▸ Directions: Count every line of the listing where the string "福爾摩沙高速公路" occurs, and reply with the count alone.
•••
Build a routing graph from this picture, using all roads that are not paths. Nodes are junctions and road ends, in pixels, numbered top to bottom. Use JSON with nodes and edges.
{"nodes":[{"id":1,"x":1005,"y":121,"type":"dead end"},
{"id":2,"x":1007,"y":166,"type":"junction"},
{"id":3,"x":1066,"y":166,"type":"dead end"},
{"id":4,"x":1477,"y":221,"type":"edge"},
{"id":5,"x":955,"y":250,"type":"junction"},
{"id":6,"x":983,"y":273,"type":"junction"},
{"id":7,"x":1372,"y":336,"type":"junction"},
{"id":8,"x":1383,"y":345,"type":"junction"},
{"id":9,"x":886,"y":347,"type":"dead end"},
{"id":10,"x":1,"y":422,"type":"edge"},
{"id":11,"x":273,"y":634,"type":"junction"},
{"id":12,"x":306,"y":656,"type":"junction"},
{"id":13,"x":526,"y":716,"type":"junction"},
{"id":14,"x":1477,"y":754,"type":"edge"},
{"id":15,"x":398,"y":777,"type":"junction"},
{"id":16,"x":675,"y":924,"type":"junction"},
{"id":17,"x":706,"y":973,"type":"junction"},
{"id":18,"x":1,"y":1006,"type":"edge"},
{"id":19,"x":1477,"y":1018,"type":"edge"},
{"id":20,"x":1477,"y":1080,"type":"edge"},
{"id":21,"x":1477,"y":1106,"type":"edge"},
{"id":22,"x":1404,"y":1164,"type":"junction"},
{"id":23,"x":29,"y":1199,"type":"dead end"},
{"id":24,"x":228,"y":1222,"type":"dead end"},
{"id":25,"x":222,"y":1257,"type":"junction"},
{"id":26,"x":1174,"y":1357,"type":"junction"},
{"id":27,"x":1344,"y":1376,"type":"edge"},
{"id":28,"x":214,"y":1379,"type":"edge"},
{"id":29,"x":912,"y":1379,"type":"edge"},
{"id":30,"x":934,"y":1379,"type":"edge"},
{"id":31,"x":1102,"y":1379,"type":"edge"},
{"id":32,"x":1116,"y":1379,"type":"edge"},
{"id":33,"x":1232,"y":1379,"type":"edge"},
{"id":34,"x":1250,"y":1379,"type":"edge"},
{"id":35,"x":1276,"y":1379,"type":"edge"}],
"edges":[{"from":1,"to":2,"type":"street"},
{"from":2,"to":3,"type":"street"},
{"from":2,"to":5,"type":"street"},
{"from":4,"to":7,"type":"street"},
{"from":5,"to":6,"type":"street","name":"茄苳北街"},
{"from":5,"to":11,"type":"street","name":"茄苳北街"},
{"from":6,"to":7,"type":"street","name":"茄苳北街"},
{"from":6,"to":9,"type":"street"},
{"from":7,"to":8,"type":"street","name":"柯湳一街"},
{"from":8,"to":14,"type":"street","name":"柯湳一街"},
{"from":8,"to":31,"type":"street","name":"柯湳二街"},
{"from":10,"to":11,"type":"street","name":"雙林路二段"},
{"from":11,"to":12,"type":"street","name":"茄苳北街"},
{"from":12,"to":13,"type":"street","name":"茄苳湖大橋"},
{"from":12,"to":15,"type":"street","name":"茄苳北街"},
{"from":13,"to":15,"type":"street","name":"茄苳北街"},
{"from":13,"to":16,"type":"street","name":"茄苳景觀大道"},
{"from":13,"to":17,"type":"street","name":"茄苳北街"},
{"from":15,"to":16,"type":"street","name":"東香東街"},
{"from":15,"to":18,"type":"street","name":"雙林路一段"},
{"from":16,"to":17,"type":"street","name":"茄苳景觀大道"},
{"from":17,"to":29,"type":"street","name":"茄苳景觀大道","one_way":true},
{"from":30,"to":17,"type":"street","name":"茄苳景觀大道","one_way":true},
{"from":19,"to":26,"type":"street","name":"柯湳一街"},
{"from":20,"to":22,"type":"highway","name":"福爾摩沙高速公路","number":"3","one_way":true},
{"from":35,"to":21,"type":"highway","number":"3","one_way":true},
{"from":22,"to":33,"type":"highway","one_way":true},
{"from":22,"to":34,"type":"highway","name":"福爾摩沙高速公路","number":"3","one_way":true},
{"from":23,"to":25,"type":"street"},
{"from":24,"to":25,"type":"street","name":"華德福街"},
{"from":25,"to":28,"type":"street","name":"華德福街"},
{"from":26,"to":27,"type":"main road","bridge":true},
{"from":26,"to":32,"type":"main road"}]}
•••
▸ Response: 2